**Exercise**
Your answer should consist of the line holding "Build a routing" and all lines after it to the end of the material, copied exactly.

**Source data**
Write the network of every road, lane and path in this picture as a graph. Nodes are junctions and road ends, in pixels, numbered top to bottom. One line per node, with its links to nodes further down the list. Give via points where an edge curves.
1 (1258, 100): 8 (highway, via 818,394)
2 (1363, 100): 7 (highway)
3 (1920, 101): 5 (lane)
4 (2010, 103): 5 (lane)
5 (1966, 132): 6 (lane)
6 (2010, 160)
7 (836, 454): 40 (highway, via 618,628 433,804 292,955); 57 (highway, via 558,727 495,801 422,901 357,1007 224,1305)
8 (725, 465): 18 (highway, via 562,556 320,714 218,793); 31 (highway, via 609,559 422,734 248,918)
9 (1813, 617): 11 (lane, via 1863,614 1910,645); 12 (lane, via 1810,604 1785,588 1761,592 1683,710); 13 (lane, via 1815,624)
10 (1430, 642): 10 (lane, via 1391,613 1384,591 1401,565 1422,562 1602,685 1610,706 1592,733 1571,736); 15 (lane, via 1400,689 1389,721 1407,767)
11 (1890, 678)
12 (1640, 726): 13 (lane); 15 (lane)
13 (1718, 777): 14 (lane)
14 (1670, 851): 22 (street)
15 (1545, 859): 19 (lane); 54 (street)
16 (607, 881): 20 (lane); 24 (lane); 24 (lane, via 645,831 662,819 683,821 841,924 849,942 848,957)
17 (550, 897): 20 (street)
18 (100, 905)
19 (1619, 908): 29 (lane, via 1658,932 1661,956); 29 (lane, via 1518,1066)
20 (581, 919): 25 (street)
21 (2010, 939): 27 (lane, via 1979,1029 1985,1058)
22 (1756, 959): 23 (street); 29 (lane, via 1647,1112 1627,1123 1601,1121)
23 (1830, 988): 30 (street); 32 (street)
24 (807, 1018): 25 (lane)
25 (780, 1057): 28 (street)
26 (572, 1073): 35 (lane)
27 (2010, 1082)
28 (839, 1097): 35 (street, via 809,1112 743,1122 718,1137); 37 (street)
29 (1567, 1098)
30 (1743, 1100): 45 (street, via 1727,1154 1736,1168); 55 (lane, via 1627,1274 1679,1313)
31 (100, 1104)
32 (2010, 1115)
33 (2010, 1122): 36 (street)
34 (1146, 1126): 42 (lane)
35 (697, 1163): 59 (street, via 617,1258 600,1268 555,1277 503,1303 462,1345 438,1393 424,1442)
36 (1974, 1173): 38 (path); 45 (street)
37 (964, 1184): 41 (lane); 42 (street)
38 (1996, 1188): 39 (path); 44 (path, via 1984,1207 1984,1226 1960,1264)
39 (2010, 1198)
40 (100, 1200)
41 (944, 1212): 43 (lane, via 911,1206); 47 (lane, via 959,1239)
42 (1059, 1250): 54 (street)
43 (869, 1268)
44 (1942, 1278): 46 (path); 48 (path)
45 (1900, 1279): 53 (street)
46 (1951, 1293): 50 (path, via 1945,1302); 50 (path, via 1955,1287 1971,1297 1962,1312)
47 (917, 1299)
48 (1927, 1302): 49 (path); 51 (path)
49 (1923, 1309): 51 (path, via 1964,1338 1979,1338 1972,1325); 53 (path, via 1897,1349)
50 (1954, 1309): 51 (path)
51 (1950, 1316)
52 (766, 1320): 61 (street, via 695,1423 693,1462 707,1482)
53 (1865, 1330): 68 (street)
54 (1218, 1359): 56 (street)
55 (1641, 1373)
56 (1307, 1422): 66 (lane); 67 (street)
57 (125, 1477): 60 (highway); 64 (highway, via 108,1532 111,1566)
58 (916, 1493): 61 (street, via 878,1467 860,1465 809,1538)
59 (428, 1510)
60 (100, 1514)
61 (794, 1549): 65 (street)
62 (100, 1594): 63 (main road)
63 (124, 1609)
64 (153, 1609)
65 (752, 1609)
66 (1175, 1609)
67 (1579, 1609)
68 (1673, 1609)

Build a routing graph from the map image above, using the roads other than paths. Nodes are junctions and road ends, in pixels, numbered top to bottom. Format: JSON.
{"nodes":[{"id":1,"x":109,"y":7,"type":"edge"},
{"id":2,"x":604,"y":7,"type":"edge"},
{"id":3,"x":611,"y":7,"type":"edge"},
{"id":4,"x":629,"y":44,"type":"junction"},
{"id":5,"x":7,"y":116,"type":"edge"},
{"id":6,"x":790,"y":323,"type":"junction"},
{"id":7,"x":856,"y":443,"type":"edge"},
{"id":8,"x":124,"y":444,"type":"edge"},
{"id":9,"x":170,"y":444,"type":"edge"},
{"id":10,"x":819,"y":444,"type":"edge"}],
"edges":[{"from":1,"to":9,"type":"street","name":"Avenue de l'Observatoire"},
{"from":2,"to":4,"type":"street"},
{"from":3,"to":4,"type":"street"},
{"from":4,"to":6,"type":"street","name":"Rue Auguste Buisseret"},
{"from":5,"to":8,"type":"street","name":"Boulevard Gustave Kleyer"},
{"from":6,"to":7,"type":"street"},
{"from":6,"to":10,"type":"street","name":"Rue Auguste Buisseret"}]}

**Exercise output**
Build a routing graph from the map image above, using the roads other than paths. Nodes are junctions and road ends, in pixels, numbered top to bottom. Format: JSON.
{"nodes":[{"id":1,"x":109,"y":7,"type":"edge"},
{"id":2,"x":604,"y":7,"type":"edge"},
{"id":3,"x":611,"y":7,"type":"edge"},
{"id":4,"x":629,"y":44,"type":"junction"},
{"id":5,"x":7,"y":116,"type":"edge"},
{"id":6,"x":790,"y":323,"type":"junction"},
{"id":7,"x":856,"y":443,"type":"edge"},
{"id":8,"x":124,"y":444,"type":"edge"},
{"id":9,"x":170,"y":444,"type":"edge"},
{"id":10,"x":819,"y":444,"type":"edge"}],
"edges":[{"from":1,"to":9,"type":"street","name":"Avenue de l'Observatoire"},
{"from":2,"to":4,"type":"street"},
{"from":3,"to":4,"type":"street"},
{"from":4,"to":6,"type":"street","name":"Rue Auguste Buisseret"},
{"from":5,"to":8,"type":"street","name":"Boulevard Gustave Kleyer"},
{"from":6,"to":7,"type":"street"},
{"from":6,"to":10,"type":"street","name":"Rue Auguste Buisseret"}]}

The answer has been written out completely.